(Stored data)

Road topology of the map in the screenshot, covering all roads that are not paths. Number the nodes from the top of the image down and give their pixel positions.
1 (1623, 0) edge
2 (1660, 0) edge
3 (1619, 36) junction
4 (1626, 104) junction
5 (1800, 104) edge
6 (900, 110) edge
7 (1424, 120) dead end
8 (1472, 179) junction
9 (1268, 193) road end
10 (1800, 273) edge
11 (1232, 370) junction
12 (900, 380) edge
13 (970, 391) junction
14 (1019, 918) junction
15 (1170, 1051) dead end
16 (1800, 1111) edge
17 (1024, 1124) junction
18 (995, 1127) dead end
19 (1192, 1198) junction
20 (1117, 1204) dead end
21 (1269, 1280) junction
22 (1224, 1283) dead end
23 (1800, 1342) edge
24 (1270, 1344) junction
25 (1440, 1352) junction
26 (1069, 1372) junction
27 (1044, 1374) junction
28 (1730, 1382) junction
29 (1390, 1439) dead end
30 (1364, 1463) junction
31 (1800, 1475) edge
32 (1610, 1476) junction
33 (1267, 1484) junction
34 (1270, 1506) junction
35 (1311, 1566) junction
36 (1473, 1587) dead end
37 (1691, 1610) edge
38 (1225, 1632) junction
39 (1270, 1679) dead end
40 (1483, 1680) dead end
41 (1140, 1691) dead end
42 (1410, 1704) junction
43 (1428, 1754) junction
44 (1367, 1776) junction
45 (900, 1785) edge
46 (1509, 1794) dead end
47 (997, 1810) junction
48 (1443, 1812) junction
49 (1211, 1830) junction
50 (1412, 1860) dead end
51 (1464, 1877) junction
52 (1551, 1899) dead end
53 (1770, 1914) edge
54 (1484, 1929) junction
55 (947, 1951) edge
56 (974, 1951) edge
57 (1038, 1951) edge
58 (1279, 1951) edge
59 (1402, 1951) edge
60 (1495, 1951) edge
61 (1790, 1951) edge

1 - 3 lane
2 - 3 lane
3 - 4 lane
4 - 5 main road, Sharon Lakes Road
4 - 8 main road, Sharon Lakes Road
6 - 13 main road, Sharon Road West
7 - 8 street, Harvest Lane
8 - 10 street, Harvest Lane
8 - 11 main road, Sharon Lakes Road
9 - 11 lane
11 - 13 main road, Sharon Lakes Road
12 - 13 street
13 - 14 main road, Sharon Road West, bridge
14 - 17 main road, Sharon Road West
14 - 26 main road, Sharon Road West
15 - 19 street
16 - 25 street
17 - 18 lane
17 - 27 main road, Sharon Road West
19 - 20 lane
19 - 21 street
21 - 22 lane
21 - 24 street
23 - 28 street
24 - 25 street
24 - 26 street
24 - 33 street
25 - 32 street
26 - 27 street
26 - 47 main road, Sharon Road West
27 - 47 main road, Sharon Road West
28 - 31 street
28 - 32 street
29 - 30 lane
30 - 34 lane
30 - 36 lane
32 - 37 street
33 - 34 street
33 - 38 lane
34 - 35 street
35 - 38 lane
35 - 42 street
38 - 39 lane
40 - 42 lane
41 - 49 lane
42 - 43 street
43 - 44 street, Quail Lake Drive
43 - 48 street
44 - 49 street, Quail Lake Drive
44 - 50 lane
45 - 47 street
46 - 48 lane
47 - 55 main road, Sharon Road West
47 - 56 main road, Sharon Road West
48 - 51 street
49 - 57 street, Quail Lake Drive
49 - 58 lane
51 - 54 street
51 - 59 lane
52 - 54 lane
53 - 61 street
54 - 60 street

* WORK INSTRUCTIONS *
Only the lines containing "Harvest" are needed; copy each of them from the data.

* EXERCISE SOLUTION *
7 - 8 street, Harvest Lane
8 - 10 street, Harvest Lane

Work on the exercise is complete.